So I found this code:

from threading import Thread
class Example(Thread):
    def __init__(self):
        Thread.__init__(self)

    def run (self):
        print("It's working!")
Example().start()

And it prints "It's working!" using another thread, but how does this work? I can't find anything about Thread.__init__(self) in a class. Does it have something to do with superclasses?

like image 374
Maurits van Altvorst Avatar asked Dec 24 '22 16:12

Maurits van Altvorst


2 Answers

Your __init__ method is entirely redundant. You are in effect replacing Thread.__init__() with your own implementation, where your own implementation simply calls Thread.__init__(). If you removed it, nothing would change:

class Example(Thread):
    def run (self):
        print("It works!")

Your Example.run() method is simply called because you started the thread using the Thread.start() method:

start()
Start the thread’s activity.

It must be called at most once per thread object. It arranges for the object’s run() method to be invoked in a separate thread of control.

Also see the Thread.run() documentation:

run()
Method representing the thread’s activity.

You may override this method in a subclass. The standard run() method invokes the callable object passed to the object’s constructor as the target argument, if any, with sequential and keyword arguments taken from the args and kwargs arguments, respectively.

Your __init__ method had nothing to do with that.

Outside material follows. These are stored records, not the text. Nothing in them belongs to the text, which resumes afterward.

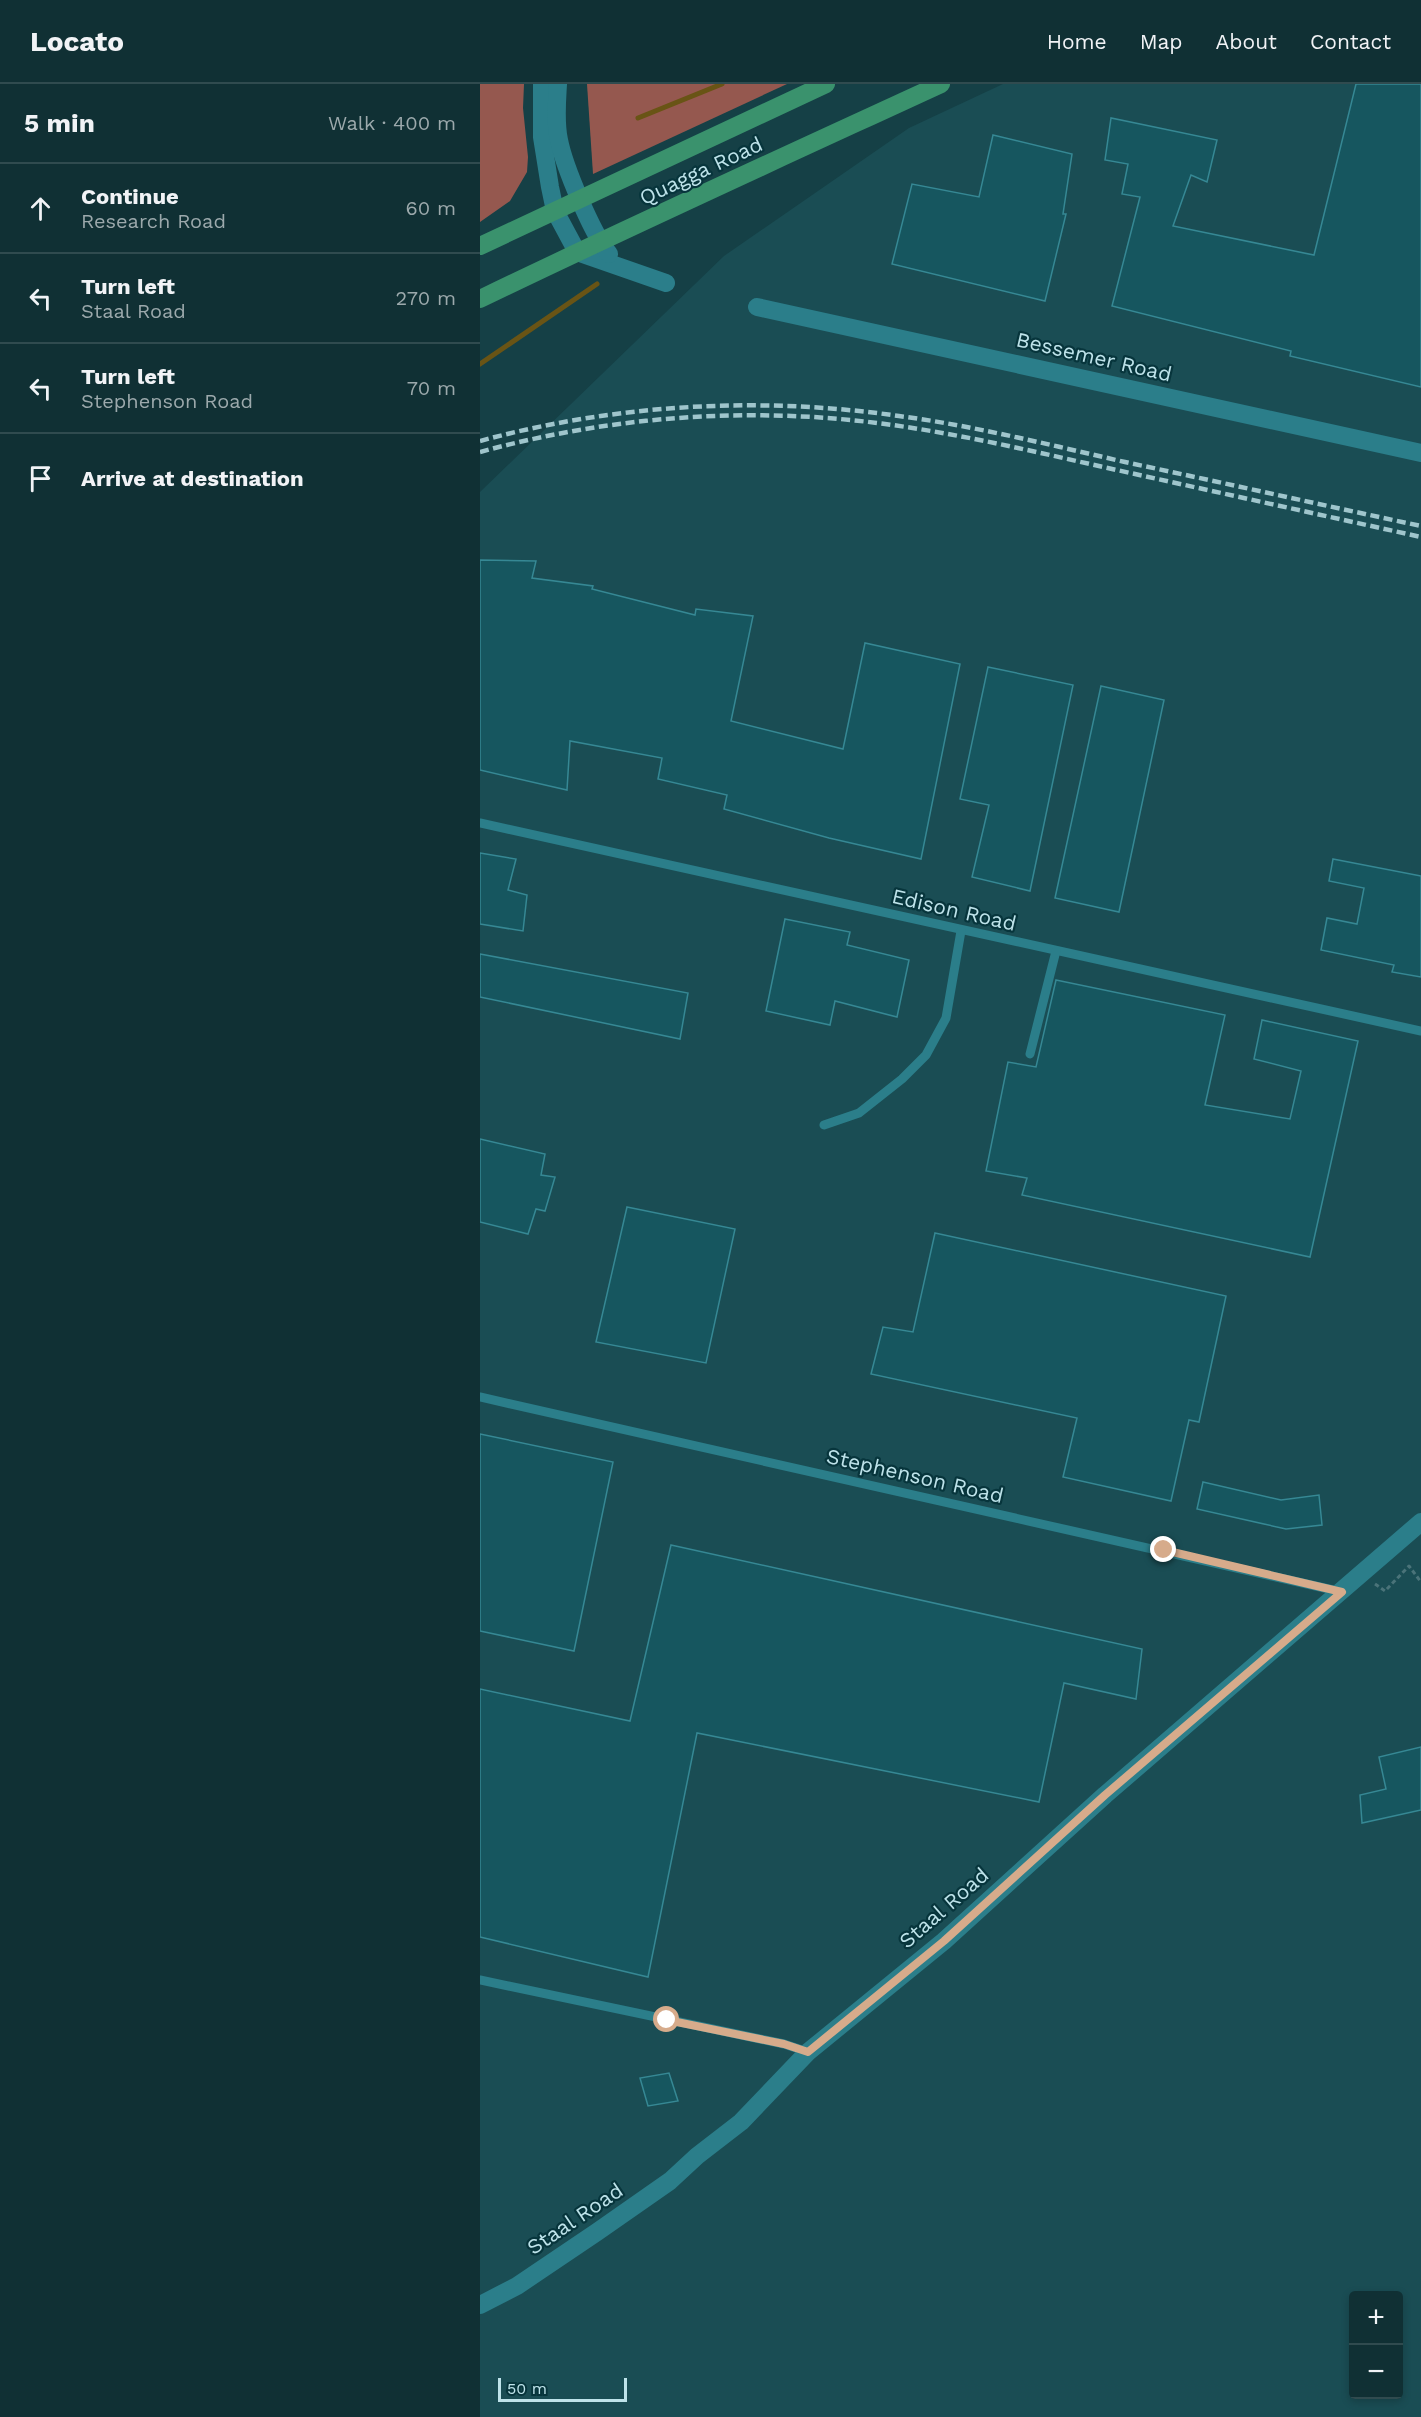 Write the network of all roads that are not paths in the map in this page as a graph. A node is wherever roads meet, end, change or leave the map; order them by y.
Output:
1 (542, 84) edge
2 (558, 84) edge
3 (826, 84) edge
4 (941, 84) edge
5 (580, 199) junction
6 (555, 211) junction
7 (600, 241) junction
8 (480, 246) edge
9 (578, 252) junction
10 (622, 266) junction
11 (666, 283) dead end
12 (480, 299) edge
13 (757, 307) dead end
14 (1421, 453) edge
15 (480, 823) edge
16 (961, 931) junction
17 (1056, 951) junction
18 (1421, 1031) edge
19 (1030, 1054) dead end
20 (824, 1125) dead end
21 (480, 1397) edge
22 (1421, 1522) edge
23 (1342, 1592) junction
24 (480, 1980) edge
25 (808, 2052) junction
26 (480, 2305) edge

1 - 6 street
2 - 5 street
3 - 5 main road, Quagga Road
4 - 7 main road, Quagga Road
5 - 6 main road, Quagga Road
5 - 7 street
6 - 8 main road, Quagga Road
6 - 9 street
7 - 9 main road, Quagga Road
7 - 10 street
9 - 10 street
9 - 12 main road, Quagga Road
10 - 11 street
13 - 14 street, Bessemer Road
15 - 16 lane, Edison Road
16 - 17 lane, Edison Road
16 - 20 lane
17 - 18 lane, Edison Road
17 - 19 lane
21 - 23 lane, Stephenson Road
22 - 23 street, Staal Road
23 - 25 street, Staal Road
24 - 25 lane
25 - 26 street, Staal Road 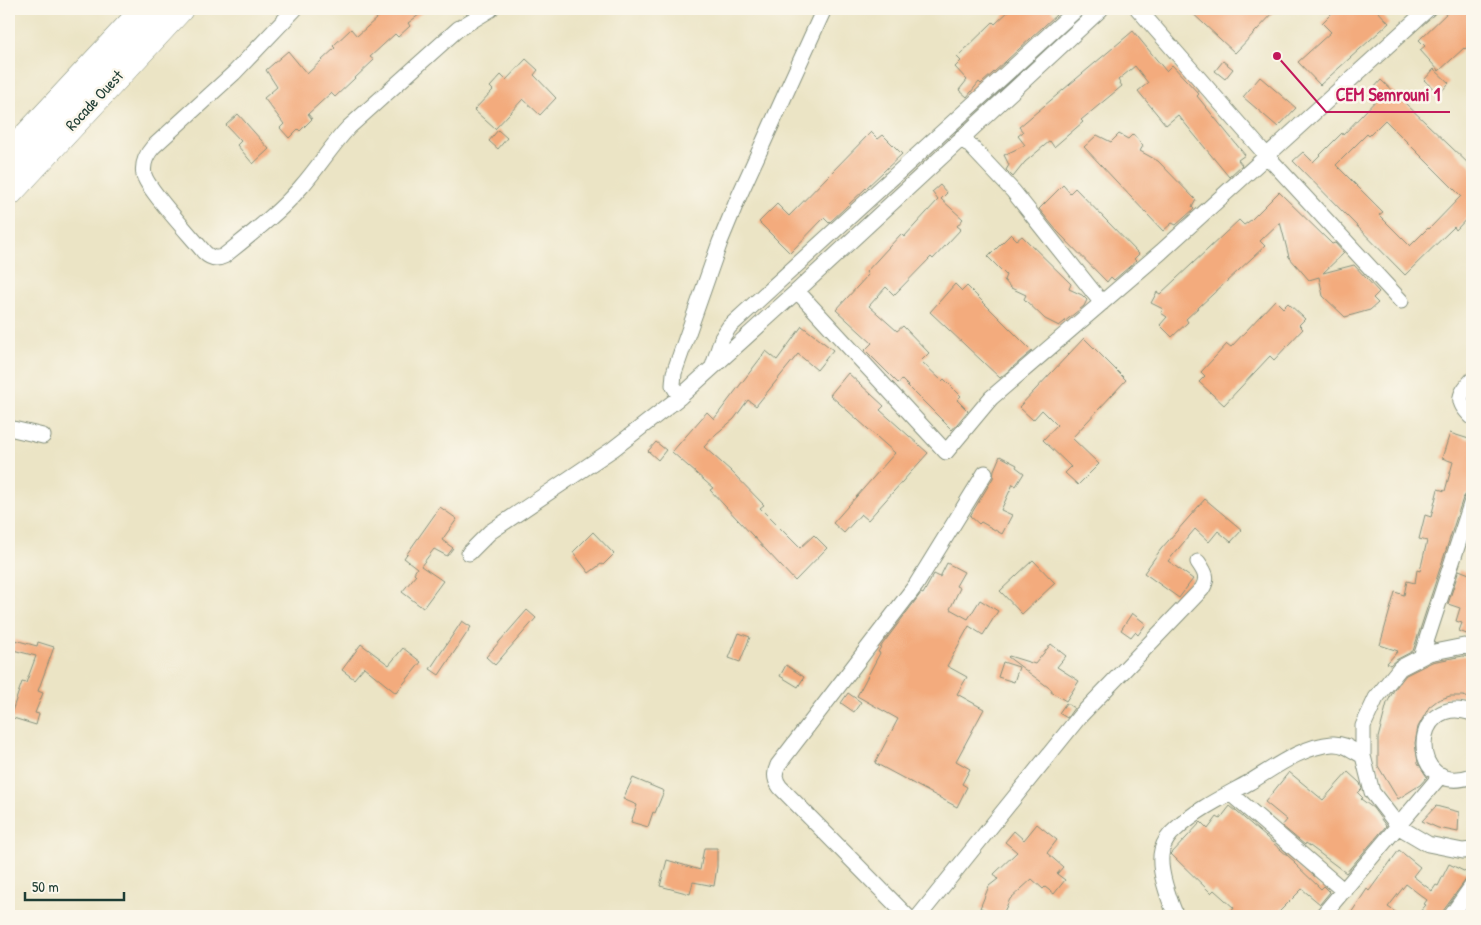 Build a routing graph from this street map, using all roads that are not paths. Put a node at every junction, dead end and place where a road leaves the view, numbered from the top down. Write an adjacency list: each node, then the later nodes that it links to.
1 (146, 9): 11 (highway, Rocade Ouest)
2 (179, 9): 13 (highway, Rocade Ouest)
3 (295, 9): 4 (street)
4 (491, 9)
5 (824, 9): 19 (street)
6 (1077, 9): 17 (street)
7 (1101, 9): 10 (street)
8 (1138, 9): 12 (street)
9 (1428, 9): 12 (street)
10 (962, 137): 14 (street); 16 (street)
11 (9, 156)
12 (1267, 156): 15 (street); 16 (street)
13 (9, 192)
14 (797, 291): 16 (street); 17 (street)
15 (1401, 301)
16 (1102, 303)
17 (714, 366): 19 (street)
18 (1472, 380): 20 (street)
19 (680, 397): 25 (street)
20 (1472, 417)
21 (9, 428): 22 (street)
22 (43, 436)
23 (985, 472): 38 (street)
24 (1472, 501): 28 (street)
25 (469, 552)
26 (1198, 562): 39 (street)
27 (1472, 648): 28 (street)
28 (1421, 657): 30 (street)
29 (1472, 713): 31 (street)
30 (1363, 756): 33 (street); 34 (street)
31 (1441, 775): 32 (street); 34 (street)
32 (1472, 776)
33 (1230, 793): 37 (street); 40 (street)
34 (1399, 827): 35 (street); 37 (street)
35 (1472, 850)
36 (1472, 886): 42 (street)
37 (1344, 891): 41 (street)
38 (907, 916)
39 (919, 916)
40 (1176, 916)
41 (1322, 916)
42 (1451, 916)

Now, if you created a __init__ method in a Thread subclass and then did not make sure Thread.__init__ was called, then you prevented the class from setting important instance information, breaking instances:

>>> from threading import Thread
>>> class Example(Thread):
...     def run (self):
...         print("It works!")
... 
>>> Example().start()
It works!

>>> class BrokenExample(Thread):
...     def __init__(self):
...         # not doing anything
...         pass
...     def run (self):
...         print("It works!")
... 
>>> BrokenExample().start()
Traceback (most recent call last):
  File "<stdin>", line 1, in <module>
  File "/.../lib/python2.7/threading.py", line 737, in start
    raise RuntimeError("thread.__init__() not called")
RuntimeError: thread.__init__() not called

Because this is a common error to make, the Thread.start method throws a custom exception to tell you explicitly that Thread.__init__ was not executed.

like image 95
Martijn Pieters Avatar answered Jan 07 '23 17:01

Martijn Pieters


__init__() method is called when an object is initialized. And when you do - Thread.__init__(self) , it just just calling the parent class' __init__() method .

Like said in comment you can remove it and the functionality should remain same. In your class the __init__() is completely redundant.

This method is called when you do -

Example()

When you create the new object for Example() .

The run() method is called, when you do - .start() on the Example() object. This is done by the Thread.start() method, from documentation -

start()

Start the thread’s activity.

It must be called at most once per thread object. It arranges for the object’s run() method to be invoked in a separate thread of control.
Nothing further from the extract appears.